[WHAT YOU SHOULD DO]:
Count the lines containing "School" in the entries underneath, and state that count without anything else.

[MATERIAL FOR THE TASK]:

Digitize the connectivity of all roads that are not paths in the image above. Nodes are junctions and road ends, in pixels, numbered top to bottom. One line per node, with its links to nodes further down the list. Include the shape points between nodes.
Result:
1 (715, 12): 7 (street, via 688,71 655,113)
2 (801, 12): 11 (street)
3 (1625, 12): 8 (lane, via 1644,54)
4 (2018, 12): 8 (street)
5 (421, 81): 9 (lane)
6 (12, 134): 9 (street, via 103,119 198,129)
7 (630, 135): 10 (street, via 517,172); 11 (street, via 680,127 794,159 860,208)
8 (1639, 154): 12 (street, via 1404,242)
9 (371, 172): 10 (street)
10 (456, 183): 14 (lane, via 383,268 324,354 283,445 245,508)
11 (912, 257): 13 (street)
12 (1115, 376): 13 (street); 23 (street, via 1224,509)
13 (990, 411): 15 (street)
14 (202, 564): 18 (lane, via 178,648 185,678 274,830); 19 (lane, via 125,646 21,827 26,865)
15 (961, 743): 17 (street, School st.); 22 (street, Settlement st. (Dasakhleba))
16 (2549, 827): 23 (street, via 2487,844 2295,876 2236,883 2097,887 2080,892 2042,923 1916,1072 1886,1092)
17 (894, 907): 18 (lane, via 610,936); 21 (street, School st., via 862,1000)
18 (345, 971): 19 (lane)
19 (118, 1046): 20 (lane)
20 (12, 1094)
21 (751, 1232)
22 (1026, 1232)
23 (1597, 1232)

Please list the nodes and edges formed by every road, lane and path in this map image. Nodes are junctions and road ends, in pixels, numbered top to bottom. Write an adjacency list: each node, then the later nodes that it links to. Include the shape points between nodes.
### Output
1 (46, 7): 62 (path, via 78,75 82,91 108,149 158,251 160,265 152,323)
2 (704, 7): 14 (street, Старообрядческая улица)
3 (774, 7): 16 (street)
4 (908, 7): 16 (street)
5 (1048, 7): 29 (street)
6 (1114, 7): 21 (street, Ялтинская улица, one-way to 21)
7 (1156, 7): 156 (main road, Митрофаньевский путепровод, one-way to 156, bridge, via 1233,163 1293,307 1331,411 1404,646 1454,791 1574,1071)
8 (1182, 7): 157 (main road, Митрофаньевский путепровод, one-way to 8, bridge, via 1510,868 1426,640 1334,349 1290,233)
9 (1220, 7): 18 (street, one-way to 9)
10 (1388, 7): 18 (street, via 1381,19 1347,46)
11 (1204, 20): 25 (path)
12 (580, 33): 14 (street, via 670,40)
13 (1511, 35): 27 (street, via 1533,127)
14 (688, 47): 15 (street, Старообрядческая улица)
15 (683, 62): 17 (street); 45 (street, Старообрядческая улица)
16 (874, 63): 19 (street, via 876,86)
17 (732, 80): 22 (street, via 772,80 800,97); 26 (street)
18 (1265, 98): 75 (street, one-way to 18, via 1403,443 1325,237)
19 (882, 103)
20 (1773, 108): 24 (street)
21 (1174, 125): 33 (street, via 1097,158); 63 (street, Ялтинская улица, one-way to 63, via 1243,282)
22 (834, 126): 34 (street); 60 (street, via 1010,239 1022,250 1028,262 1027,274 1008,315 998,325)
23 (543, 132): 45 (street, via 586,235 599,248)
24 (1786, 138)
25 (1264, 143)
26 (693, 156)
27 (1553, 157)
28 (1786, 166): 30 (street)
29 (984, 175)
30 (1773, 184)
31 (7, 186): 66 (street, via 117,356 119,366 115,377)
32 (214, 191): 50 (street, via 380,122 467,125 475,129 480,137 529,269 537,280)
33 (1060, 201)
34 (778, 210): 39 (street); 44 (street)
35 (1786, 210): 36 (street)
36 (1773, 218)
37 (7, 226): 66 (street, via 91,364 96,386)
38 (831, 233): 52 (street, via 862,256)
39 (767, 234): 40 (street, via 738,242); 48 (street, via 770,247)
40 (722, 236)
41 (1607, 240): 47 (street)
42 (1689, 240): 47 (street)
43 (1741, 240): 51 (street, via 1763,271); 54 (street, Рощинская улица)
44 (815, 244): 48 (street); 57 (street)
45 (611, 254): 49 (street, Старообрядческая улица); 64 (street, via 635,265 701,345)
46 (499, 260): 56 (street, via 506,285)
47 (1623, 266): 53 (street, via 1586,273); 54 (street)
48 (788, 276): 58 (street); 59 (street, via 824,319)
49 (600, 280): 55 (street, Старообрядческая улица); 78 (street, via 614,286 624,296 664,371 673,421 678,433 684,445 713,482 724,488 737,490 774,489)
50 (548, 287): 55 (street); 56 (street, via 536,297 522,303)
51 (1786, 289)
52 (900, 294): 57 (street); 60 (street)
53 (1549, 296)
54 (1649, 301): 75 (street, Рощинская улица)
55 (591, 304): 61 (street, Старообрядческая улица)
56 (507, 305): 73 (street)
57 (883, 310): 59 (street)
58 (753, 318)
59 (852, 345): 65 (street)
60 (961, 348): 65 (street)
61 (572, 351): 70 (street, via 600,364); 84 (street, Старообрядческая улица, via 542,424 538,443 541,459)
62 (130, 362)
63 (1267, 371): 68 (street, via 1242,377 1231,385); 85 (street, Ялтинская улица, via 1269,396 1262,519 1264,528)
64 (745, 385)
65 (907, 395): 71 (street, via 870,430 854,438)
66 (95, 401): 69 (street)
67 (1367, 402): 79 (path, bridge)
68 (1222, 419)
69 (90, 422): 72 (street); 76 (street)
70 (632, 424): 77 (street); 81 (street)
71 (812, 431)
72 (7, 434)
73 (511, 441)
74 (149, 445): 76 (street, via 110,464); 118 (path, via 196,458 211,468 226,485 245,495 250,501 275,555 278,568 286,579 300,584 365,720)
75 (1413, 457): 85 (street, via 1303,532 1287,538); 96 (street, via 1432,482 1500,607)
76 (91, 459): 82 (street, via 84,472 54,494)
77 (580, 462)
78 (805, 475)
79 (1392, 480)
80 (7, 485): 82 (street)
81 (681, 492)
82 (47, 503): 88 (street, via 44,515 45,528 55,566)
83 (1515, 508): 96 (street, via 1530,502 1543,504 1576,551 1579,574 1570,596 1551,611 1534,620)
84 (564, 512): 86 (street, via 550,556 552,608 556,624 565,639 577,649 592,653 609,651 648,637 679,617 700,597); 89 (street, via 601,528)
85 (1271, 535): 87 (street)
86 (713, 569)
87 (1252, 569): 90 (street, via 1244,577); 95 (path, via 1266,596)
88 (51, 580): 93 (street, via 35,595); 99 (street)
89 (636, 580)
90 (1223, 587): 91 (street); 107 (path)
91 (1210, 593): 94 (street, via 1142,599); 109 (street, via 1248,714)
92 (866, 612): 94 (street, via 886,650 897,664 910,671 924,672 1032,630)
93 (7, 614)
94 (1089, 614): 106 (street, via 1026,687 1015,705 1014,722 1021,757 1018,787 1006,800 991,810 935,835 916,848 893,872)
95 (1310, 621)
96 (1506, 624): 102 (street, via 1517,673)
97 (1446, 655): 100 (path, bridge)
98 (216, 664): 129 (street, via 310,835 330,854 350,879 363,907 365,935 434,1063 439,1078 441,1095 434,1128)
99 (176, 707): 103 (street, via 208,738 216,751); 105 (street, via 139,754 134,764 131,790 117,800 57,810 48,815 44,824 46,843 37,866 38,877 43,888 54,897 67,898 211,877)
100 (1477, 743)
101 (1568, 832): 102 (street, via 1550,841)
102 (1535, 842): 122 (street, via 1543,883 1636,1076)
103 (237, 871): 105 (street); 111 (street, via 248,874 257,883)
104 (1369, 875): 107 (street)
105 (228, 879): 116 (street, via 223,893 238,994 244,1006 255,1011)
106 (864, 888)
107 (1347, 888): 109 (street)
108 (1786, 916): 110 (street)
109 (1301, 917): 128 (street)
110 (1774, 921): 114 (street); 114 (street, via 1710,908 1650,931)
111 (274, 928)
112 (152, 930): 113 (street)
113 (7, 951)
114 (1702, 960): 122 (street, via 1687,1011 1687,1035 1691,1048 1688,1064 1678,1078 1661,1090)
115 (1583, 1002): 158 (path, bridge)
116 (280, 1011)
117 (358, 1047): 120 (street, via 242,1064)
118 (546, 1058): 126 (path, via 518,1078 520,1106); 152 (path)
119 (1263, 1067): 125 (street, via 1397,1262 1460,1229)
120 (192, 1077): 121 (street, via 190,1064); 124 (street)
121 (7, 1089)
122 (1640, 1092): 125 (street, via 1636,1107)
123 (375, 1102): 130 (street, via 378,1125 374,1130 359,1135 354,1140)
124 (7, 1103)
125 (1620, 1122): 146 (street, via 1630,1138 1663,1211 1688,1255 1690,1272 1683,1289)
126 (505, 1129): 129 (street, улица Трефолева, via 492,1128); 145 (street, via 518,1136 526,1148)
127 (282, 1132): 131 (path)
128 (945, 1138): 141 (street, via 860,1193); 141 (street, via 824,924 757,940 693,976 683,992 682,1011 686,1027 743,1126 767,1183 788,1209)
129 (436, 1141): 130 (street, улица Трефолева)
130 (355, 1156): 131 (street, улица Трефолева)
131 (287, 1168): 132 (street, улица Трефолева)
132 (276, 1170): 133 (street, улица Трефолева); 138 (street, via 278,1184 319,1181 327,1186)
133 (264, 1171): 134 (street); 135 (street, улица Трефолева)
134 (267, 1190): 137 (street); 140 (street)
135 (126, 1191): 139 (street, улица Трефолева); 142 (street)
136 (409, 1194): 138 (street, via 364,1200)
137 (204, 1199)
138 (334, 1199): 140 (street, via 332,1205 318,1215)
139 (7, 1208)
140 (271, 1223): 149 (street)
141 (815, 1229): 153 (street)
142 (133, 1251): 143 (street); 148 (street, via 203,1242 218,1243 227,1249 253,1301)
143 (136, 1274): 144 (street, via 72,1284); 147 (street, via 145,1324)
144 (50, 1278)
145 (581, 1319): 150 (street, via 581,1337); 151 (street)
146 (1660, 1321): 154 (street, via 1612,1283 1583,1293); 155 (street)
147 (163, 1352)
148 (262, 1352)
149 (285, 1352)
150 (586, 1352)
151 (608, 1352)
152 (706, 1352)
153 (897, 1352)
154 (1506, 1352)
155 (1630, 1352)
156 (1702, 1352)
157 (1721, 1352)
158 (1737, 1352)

[WRITTEN RESPONSE]:
2